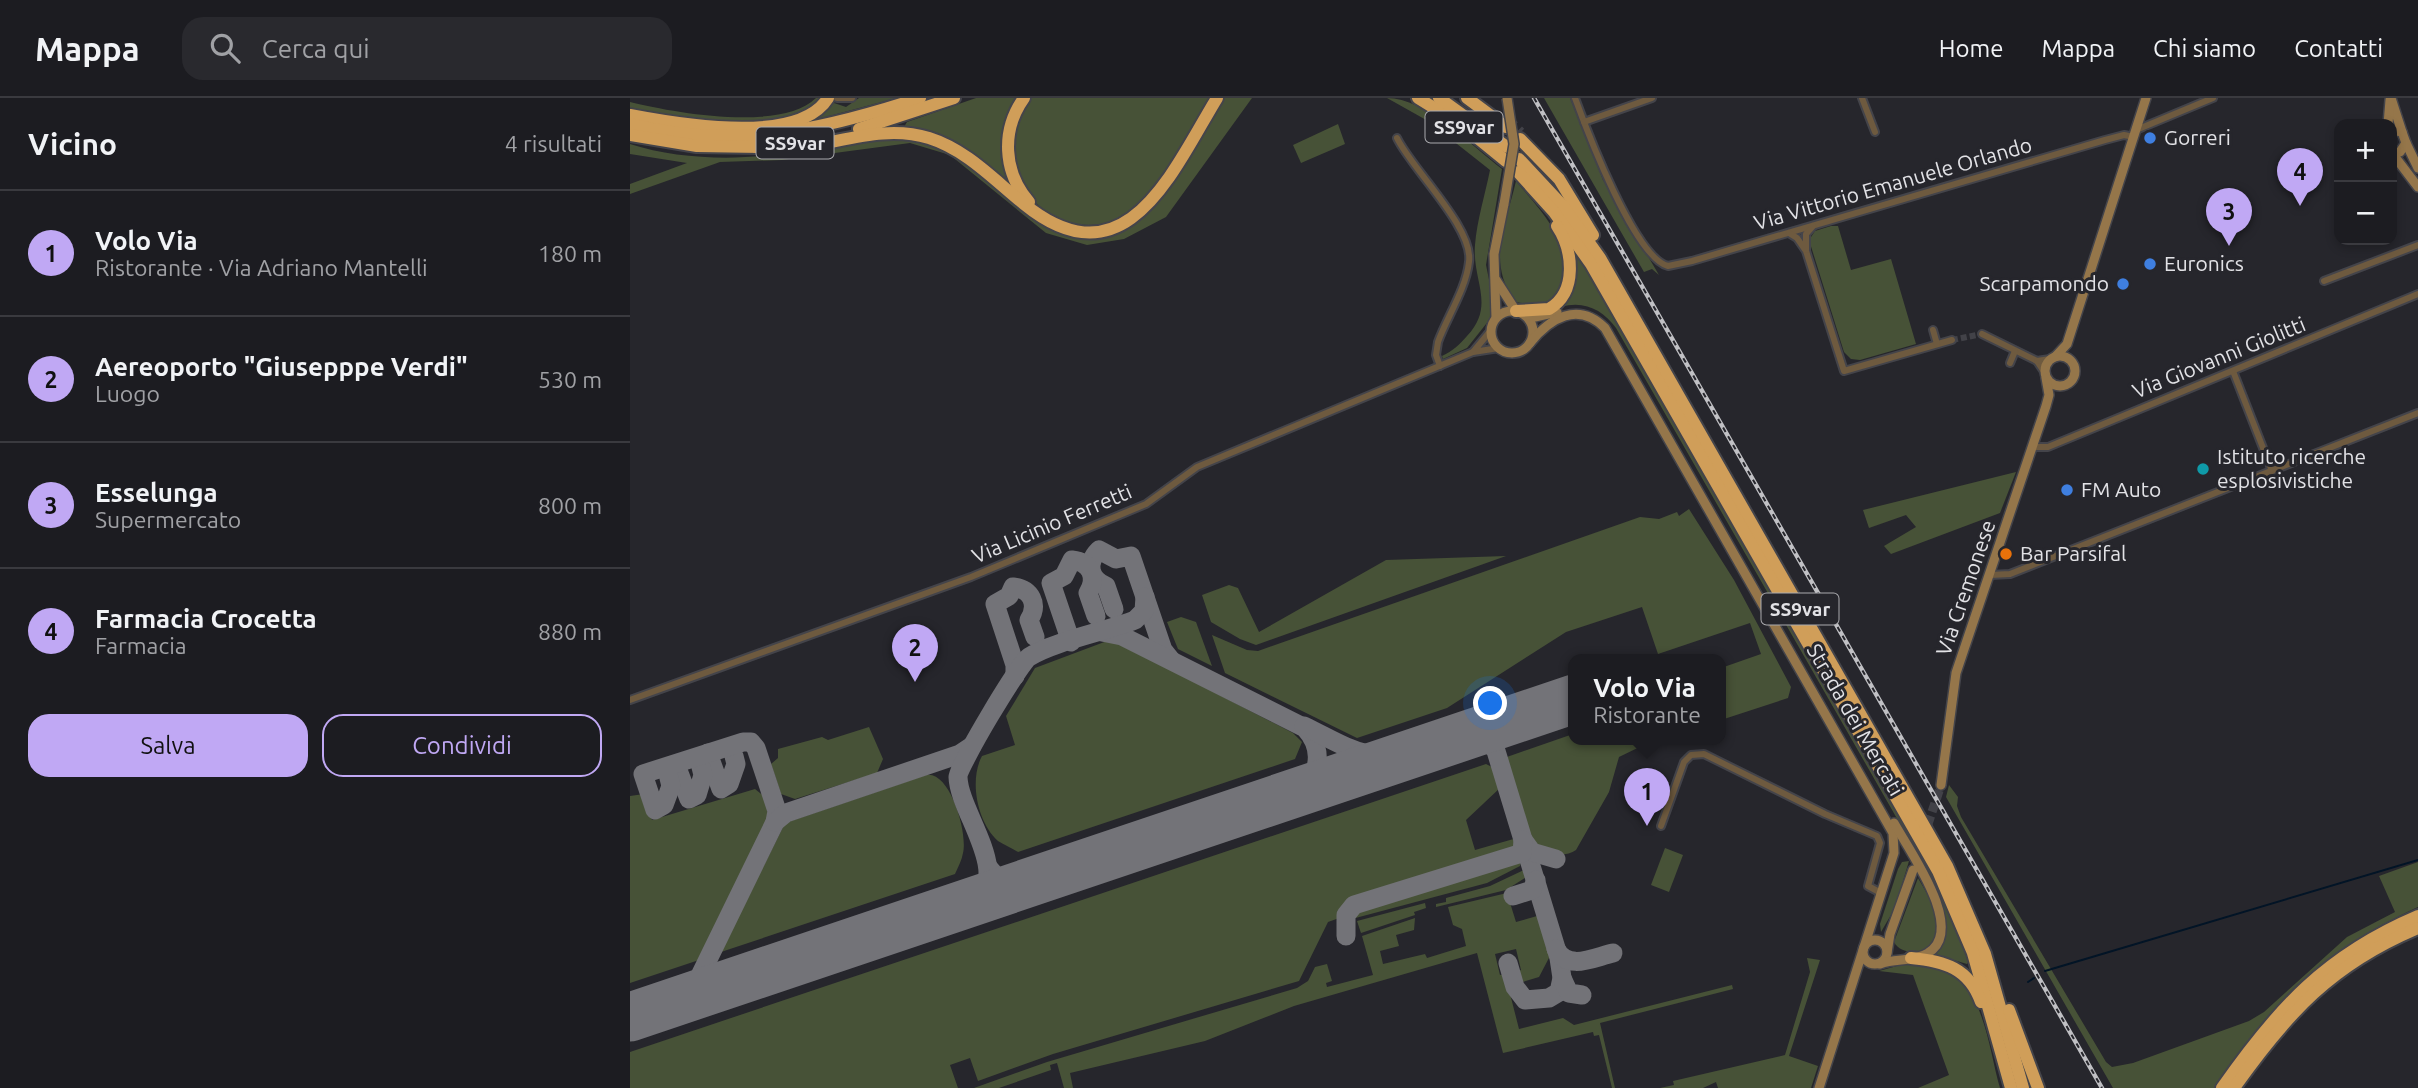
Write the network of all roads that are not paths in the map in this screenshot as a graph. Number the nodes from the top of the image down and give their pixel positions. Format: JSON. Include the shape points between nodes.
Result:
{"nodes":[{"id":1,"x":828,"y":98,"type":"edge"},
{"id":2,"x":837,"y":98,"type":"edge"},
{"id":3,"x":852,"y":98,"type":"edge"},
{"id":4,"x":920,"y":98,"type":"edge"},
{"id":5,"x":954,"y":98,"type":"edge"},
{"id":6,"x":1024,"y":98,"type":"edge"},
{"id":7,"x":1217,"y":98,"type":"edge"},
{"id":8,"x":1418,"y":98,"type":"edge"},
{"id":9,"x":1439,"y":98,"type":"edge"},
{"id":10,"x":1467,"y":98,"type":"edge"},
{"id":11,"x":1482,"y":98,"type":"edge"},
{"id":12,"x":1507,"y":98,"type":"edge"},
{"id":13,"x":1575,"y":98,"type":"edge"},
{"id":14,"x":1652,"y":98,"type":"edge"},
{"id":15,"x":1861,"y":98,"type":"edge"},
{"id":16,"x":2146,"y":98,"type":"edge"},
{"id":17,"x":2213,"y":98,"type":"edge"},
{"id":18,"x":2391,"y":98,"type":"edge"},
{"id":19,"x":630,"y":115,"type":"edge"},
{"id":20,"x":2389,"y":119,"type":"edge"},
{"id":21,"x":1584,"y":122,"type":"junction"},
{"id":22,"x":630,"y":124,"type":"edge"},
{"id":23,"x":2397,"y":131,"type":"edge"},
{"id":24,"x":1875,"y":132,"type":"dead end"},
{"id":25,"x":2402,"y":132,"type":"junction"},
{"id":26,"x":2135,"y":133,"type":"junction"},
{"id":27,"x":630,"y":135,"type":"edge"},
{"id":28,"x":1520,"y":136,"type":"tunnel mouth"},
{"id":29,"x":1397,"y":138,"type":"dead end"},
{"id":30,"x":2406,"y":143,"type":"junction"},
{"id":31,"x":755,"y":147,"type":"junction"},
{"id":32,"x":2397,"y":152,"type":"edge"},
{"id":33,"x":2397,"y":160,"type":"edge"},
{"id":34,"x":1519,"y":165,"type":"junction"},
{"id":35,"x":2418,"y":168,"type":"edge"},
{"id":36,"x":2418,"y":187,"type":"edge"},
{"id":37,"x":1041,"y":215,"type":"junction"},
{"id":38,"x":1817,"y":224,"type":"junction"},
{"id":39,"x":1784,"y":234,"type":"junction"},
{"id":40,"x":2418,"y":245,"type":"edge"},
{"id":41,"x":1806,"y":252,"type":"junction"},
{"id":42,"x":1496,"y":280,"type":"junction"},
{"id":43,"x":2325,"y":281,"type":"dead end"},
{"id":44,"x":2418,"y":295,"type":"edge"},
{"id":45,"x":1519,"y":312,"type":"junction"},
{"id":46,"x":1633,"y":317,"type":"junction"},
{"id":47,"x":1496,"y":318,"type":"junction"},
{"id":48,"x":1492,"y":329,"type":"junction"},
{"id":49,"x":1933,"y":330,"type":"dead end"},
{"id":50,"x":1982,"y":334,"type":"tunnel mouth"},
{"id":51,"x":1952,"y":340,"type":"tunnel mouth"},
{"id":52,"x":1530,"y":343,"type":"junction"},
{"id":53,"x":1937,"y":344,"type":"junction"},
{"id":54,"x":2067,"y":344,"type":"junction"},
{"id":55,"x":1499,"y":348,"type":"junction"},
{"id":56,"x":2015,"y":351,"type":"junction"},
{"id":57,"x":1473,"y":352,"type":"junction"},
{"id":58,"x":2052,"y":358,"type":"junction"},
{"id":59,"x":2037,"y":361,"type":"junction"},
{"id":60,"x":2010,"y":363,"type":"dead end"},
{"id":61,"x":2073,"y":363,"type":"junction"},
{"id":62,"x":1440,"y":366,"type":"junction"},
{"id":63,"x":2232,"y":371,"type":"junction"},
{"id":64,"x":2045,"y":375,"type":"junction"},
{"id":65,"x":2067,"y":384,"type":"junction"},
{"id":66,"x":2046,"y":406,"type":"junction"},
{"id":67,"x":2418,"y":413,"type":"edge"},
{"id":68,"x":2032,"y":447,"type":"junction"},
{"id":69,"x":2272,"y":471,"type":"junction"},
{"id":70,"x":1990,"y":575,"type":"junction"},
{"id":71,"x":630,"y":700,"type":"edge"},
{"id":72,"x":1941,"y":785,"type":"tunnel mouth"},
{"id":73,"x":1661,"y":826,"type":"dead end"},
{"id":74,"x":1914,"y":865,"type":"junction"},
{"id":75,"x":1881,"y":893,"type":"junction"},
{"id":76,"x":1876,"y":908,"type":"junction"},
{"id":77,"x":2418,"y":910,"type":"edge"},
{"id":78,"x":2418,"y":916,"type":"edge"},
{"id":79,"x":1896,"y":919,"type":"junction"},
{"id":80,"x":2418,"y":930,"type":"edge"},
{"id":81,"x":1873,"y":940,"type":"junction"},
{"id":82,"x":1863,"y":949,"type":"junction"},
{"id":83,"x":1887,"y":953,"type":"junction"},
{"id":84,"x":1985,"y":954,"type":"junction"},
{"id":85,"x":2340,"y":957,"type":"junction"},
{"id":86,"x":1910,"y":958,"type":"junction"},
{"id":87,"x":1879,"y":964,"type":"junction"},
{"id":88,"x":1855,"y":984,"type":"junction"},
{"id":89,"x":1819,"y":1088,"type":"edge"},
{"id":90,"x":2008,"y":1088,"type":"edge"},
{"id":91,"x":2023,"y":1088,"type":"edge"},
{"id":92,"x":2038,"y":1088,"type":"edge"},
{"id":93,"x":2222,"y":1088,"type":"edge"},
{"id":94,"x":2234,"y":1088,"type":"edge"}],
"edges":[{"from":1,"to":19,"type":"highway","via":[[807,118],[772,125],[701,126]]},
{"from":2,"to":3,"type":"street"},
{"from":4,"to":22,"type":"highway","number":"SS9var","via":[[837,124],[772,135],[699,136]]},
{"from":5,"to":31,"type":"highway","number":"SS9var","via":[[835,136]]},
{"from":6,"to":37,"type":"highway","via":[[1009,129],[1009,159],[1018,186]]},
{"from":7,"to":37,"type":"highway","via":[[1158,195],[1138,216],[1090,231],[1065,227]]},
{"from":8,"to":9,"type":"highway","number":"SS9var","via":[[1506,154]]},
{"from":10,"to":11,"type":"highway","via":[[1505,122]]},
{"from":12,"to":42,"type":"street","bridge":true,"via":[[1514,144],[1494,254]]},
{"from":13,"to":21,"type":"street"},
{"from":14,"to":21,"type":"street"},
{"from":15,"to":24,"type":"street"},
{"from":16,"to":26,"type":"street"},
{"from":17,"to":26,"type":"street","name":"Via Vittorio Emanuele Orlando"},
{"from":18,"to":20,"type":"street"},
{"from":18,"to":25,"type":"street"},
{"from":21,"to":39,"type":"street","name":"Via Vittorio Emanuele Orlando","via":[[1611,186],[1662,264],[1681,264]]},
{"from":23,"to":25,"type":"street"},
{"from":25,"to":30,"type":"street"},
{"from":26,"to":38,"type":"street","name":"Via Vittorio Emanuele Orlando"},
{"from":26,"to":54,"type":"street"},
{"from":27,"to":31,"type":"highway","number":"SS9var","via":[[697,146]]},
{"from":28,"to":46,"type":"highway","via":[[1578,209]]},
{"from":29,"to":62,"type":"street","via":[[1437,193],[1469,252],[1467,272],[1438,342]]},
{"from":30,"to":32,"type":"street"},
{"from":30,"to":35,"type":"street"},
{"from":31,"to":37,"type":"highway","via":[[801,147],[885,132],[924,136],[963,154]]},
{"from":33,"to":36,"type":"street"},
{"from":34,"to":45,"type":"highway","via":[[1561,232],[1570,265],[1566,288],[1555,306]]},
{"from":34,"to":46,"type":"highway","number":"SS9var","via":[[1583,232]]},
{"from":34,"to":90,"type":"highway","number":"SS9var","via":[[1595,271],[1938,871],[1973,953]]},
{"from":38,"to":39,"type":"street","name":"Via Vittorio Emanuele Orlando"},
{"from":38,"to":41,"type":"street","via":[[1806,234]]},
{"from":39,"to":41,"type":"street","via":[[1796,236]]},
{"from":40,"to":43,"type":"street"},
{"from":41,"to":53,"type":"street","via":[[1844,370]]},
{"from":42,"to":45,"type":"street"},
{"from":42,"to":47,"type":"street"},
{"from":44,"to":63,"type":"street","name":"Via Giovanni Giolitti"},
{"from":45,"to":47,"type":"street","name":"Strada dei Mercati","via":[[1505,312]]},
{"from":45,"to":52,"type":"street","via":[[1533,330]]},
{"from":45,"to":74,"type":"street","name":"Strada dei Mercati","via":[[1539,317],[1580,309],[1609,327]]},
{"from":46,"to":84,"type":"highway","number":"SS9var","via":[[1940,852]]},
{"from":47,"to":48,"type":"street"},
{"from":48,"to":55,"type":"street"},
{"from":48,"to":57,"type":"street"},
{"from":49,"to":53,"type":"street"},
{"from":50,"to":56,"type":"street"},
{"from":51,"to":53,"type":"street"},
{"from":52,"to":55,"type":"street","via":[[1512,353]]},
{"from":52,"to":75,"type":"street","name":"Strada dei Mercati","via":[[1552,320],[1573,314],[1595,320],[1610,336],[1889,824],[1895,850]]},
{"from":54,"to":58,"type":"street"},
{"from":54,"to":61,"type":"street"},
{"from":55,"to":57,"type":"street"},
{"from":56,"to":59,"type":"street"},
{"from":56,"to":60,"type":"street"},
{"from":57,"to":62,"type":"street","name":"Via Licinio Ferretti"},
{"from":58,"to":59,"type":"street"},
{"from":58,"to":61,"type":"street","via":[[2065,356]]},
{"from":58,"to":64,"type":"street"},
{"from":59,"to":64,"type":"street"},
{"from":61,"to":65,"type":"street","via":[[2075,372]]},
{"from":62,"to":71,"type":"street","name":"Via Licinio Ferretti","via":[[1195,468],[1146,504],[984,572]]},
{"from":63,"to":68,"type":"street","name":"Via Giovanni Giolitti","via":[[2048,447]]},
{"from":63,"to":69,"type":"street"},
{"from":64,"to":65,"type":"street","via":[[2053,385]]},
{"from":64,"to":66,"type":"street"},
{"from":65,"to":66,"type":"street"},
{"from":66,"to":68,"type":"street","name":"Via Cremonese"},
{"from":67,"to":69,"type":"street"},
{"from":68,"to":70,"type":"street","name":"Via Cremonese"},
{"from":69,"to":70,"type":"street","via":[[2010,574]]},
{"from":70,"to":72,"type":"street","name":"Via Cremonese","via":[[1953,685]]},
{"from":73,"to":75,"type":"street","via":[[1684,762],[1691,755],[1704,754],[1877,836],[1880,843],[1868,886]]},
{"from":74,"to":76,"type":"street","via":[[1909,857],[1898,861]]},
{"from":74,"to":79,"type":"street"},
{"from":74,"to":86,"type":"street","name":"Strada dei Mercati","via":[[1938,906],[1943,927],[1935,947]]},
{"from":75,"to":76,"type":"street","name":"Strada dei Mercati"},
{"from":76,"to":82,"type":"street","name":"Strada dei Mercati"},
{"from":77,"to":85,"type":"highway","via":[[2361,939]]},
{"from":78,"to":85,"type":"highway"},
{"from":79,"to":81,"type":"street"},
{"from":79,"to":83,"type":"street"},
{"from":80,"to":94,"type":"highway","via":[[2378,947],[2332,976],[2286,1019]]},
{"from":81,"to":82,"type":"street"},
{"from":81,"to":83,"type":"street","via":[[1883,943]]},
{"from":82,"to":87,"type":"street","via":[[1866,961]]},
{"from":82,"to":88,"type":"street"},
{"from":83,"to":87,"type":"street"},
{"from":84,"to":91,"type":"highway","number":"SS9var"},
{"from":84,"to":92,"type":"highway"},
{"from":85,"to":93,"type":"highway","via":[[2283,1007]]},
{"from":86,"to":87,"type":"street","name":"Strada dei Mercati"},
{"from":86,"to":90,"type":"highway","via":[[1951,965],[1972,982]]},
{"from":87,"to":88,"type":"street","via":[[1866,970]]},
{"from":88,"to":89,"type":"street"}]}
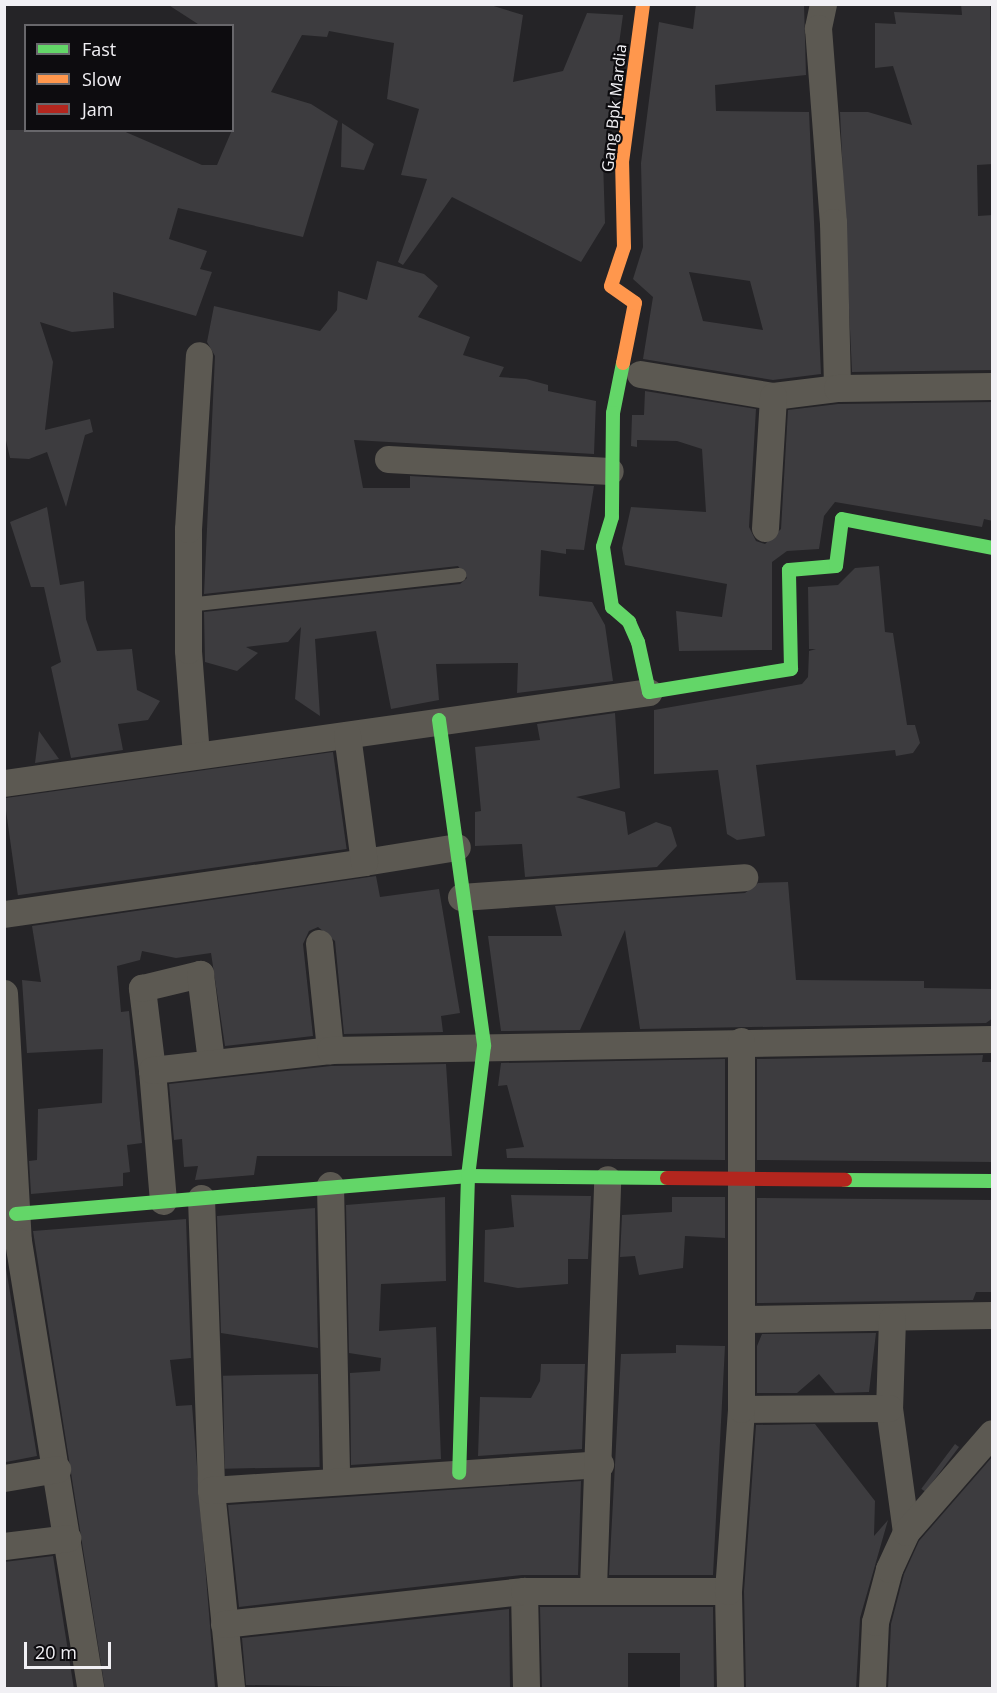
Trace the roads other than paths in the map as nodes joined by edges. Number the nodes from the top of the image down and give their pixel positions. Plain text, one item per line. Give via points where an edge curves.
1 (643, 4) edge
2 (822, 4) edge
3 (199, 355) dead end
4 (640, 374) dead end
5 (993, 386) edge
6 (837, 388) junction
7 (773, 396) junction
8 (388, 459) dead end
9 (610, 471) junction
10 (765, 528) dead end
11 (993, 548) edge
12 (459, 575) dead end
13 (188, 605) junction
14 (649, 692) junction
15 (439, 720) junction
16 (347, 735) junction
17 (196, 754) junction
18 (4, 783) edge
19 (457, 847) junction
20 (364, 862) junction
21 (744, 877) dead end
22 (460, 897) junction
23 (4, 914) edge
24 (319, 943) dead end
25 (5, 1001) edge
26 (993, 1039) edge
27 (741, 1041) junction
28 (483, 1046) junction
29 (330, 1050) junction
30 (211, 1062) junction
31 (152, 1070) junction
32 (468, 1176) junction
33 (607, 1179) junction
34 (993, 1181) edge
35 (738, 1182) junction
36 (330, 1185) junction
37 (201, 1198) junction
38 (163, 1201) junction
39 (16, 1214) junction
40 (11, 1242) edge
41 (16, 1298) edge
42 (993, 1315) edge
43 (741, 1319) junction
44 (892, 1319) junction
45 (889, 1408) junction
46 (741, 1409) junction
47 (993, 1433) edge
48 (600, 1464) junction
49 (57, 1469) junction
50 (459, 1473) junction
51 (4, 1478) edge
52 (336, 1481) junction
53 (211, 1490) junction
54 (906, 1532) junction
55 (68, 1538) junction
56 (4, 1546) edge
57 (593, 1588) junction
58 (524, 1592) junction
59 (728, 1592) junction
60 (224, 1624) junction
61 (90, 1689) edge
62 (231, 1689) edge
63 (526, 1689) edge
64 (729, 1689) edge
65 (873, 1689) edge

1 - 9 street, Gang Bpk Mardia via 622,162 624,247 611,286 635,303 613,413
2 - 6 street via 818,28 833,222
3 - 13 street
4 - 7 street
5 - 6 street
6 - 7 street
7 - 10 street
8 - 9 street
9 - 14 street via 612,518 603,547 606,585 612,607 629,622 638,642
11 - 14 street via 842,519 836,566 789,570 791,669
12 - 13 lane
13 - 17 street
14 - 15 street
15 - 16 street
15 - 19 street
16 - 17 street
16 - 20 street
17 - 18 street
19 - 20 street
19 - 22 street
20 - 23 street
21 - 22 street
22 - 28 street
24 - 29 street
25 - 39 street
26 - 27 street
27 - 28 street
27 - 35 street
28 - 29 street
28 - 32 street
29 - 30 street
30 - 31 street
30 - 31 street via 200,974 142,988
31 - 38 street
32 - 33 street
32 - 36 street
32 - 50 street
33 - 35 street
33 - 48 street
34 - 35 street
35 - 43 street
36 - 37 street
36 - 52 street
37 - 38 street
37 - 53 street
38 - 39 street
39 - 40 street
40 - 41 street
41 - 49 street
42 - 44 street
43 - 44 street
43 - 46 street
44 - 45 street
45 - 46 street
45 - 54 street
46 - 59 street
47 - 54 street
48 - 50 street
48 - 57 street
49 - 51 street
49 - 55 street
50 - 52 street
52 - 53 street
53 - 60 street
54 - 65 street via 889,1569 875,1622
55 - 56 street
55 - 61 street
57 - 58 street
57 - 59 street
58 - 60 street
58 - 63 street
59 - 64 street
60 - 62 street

- - - - -

→ **WHAT THE EXERCISE ASKS**: Please find every line in the listing that holds the string "mouth" and copy it.

→ **SOLUTION FOR THIS EXERCISE**:
{"id":28,"x":1520,"y":136,"type":"tunnel mouth"},
{"id":50,"x":1982,"y":334,"type":"tunnel mouth"},
{"id":51,"x":1952,"y":340,"type":"tunnel mouth"},
{"id":72,"x":1941,"y":785,"type":"tunnel mouth"},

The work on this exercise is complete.